疏而不漏——链式安全妙计

疏而不漏——链式安全妙计

大东话安全原创

大东

中科院之声

2023-09-24 08:01:50

收录于话题

#大东话安全

编者按：普及网安知识、建设数字安全。中科院之声与信息工程研究所联合开设“大东话安全”专栏，以对话体形式，通过“大东”和“小白”两个角色设置，化解深奥技术用语，解读网络热点事件，与读者一起分享网络安全知识。

一、疏而不漏

大东：小白你在看电视剧呐！

小白：惭愧惭愧，今年第一次看电视剧就被东哥发现了，中午休息一下~

大东：看的什么剧？

小白：当然是开年大戏《狂飙》啊！善恶到头终有报，快哉，过瘾！

大东：是的，警察抓坏人的故事总会让热血沸腾，正是有这些坚守正义的人民卫士，我们才能享受幸福美好的生活。

小白：是啊，这让我想起了七宗罪和八个打。

大东：其实这类题材的电视剧，我觉得最值得看的点，可以概括为八个字。

小白：哪八个字？

大东：天网恢恢，疏而不漏。

小白：嗯。这句成语其实暗示了宇宙间的隐秘运行法则，任何不正当的行为最终都无法逃脱惩罚，而正义的力量最终会得到伸张。

大东：你说得对。但是从另外一个角度去思考，却可以发现另外一层道理。你想想看，为什么会“疏”呢？

小白：我想主要原因是不可能常态化投入那么多啊。

大东：对咯。一个健康的社会组织形态就是需要利用合适的成本维护社会治安。

大东：因此，这个“疏”是有原因的，即警力的“网”是有网孔的，这属于正常现象。但是只要保证它不“漏”，即使犯罪事件出现，恶劣后果也能快速被扼制，可以满足社会普遍治安要求。

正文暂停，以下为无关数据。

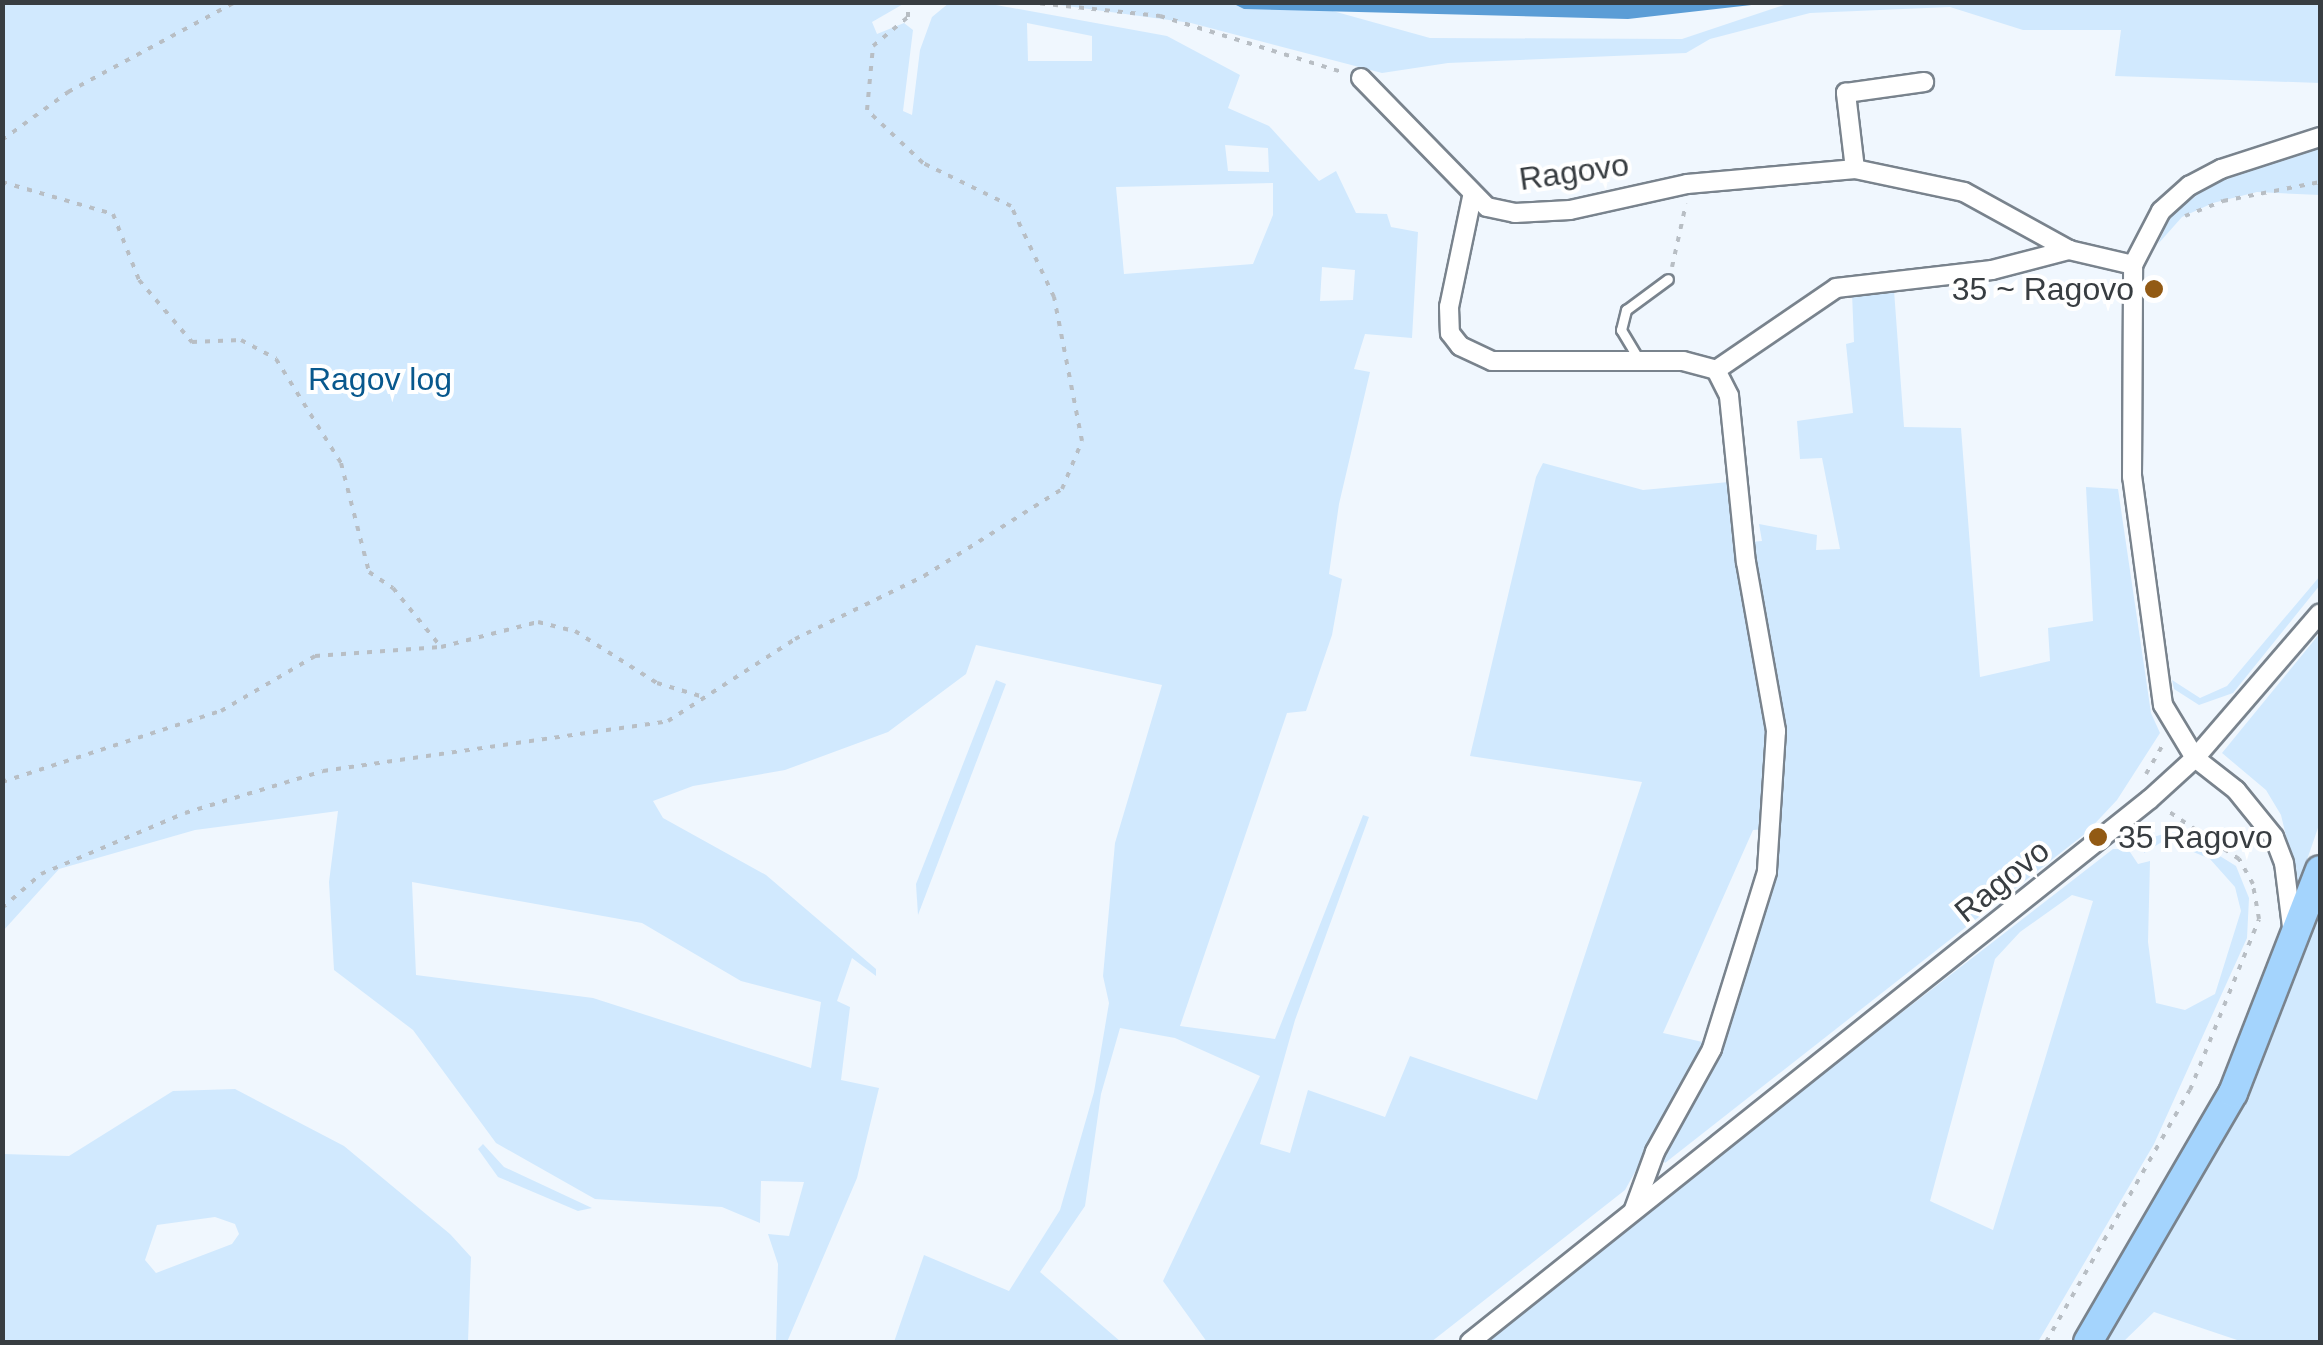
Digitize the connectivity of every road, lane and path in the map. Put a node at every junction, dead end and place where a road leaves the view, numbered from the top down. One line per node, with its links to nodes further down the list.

大东：其实“疏而不漏”的思维对产业数字化安全建设思路来说，敢疏而不漏的核心在于规则和链条的刚柔并济。

大东：链式安全建设的妙计，应该围绕“疏而不漏”展开刚柔并济实施。姑且称之为“疏而不漏”计。

二、主体——降本

大东：疏而不漏值得借鉴的第一层含义，就是付出小成本解决大问题。所以主体这一块，主要是降低成本。

大东：借鉴哲学思想，今天的妙计可以分为四个体，分别是主体、客体、本体和超体。

大东：我们以前经常讨论两类网络安全防御模式：自卫模式和护卫模式。自卫模式是指依靠自身强化安全以自卫，而护卫模式则是通过外部协助防御来护卫。对于链式安全建设来说，就是要以自卫模式为主体开展数字安全韧性能力建设。

大东：数字化应该围绕提质、降本、增效、减损等这几点企业核心关切来开展建设。只有满足了产业链上全部企业的合理诉求，产业链、供应链的安全建设才有保障，数字化的建设前途才会更加顺畅。

三、客体——减损

大东：客体部分，是指产业中的软件供应链安全能力建设，因为软件供应链是产业数字化塑造过程中重要的客体对象。通过增强软件供应链的安全性和韧性，从而对整个产业链“减损”，这可以起到有效保障数字安全体系的稳定运行的作用。

大东：比如供应链审查。数字产业化韧性能力建设要求，在选择供应商和合作伙伴时，对其进行全面的供应链审查，也就是开展“四评”，评估、评审、评定以及评议。

四、本体——提质

大东：本体是指数字产业化的合规管理，进而实现“提质”的目标。比如，供应商的“四规”就是一个基本要求。

大东：它们分别是合作规范、培训规范、管理规范和审核规范。首先是合作规范，与供应商签订合同时，明确安全要求和合规标准，包括安全控制措施、数据保护要求、合规性要求等，以确保供应商在合作过程中遵循相应的安全标准和法规。

五、超体——增效

大东：超体部分，就是要超越产业数字化韧性能力建设的视角，再回头看链式安全建设，也就是要求我们超前布局，开展顶层战略规划，即顶规。如果说合规是立地，那么顶规无疑就是顶天。

大东：顶规的目标，是从战略视角实现整个产业链的“增效”，发展“无成本经济”。产业数字链式建设这样浩大的系统工程，其安全方面的设计体现在方方面面，所以自然要全方位多角度开展系统性、前瞻性、迭代性设计。

六、小白内心说

小白：今天东哥的“疏而不漏”妙计实在是太绝了，不仅从本体客体主体和超体的“四体”脉络，为整个数字产业化韧性能力建设提出了诸多建议，还穿插着“四评”、“四规”、“四合”策略帮助我们理解，真是精妙绝伦呢。